This fax is the single document upon which the claims of a planned genocide
rest. It was supposedly sent by General Dallaire to General Baril, another
Canadian general at the Dept of Peace Keeping Operations in New York. It sets
out the claims of a UN informant named Jean Pierre Turatsinze that the ruling
government party planned to exterminate Tutsis, was training civilians for that
purpose and that there was a plan to kill Belgian soldiers to provoke the
withdrawal of UN forces. This fax has been trumpeted by the ICTR prosecution as
the key to the plan to commit genocide. However, all the evidence presented at
the Tribunal and elsewhere establishes that, in fact, the fax is a fabrication.

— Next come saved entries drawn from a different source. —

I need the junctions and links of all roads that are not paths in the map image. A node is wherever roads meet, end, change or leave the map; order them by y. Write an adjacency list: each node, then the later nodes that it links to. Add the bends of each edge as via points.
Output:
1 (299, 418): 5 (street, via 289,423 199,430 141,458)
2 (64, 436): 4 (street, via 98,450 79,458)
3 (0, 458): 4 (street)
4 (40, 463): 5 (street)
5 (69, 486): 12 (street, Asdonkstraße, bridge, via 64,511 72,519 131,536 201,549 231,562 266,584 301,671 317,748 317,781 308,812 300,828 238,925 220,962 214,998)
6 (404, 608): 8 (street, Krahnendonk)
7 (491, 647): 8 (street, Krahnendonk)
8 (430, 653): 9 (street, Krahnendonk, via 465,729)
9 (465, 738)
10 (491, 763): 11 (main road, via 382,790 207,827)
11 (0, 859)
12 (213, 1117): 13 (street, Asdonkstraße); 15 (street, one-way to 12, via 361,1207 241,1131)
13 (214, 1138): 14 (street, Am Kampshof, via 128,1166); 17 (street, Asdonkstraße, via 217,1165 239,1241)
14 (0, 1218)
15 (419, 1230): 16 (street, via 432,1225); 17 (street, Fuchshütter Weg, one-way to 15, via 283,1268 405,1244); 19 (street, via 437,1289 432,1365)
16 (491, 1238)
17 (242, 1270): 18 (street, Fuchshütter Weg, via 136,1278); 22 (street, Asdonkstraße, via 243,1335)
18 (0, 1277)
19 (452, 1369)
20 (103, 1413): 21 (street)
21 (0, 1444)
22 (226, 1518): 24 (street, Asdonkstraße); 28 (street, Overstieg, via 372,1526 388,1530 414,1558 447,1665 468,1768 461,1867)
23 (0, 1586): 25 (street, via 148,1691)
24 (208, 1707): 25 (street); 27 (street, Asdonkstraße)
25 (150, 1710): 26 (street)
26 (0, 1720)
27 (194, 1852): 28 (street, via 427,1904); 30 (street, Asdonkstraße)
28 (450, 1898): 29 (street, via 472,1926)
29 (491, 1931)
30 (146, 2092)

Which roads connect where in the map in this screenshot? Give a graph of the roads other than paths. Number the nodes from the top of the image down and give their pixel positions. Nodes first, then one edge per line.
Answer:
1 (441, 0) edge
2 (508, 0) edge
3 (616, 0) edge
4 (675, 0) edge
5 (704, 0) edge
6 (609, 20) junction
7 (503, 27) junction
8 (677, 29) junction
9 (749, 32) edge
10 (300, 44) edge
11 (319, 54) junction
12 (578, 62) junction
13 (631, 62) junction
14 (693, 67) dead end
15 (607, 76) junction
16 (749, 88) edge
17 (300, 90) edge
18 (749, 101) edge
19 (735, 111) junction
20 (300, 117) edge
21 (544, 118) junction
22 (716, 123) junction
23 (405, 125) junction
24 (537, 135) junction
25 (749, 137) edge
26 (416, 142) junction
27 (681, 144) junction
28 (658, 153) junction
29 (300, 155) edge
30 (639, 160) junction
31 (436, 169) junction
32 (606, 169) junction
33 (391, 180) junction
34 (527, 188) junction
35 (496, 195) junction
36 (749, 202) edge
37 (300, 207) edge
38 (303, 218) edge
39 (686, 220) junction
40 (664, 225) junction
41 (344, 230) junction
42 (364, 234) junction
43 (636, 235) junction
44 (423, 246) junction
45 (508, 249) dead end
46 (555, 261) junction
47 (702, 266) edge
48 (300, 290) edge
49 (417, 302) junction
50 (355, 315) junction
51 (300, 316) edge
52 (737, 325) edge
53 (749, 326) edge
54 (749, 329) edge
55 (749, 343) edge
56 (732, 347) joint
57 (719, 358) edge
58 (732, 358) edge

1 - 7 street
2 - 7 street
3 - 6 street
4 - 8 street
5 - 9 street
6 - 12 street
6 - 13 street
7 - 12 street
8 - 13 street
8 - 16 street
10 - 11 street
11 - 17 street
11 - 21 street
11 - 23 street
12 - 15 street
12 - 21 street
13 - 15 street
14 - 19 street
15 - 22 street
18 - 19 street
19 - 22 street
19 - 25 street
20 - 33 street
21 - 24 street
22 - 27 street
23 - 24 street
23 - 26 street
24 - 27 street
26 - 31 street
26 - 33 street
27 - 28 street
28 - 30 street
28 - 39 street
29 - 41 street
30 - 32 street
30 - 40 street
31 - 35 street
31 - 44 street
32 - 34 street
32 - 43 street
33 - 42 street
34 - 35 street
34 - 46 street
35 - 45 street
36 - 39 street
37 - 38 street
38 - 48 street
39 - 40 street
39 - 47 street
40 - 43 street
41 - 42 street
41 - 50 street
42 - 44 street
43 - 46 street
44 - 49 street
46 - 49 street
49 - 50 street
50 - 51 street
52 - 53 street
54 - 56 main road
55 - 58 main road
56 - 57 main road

On November 5th, 1995 the RPF organized a conference in Kigali to amplify
support for their claims of genocide and for the trial and punishment of those
responsible. This conference failed to provide any documentary evidence of such
a claim. At the same time a UNAMIR commission was created by its new head, Mr. S
Khan and which included several UN officers who went through all the UNAMIR
cables, faxes and reports to determine whether there had been any prior
indication of such a plan. Not one document was found, especially the “genocide”
fax. That report is dated November 20th , 1995.
Fax on the fast track
Then, mysteriously, a few days after the release of the UN report, on
November 28th, 1995 a fax machine at the UN offices in New York received a fax
of a copy of a code cable dated January 11th 1994 sent by Dallaire to General
Baril. The problem is that the person who sent the fax to New York that day was
a Colonel R. M. Connaughton of the British Army, based at Camberly, Surrey,
England, the home of the British Military Academy, Sandhurst as well as several
other British Army establishments. His name and fax number appear at the top of
the document. There was no cover letter explaining who sent it, why it was sent,
nor is there anything indicating why this document was accepted by the UN in New
York and placed in the DPKO files.
This document has typed on its face, “This cable was not found in DPKO files.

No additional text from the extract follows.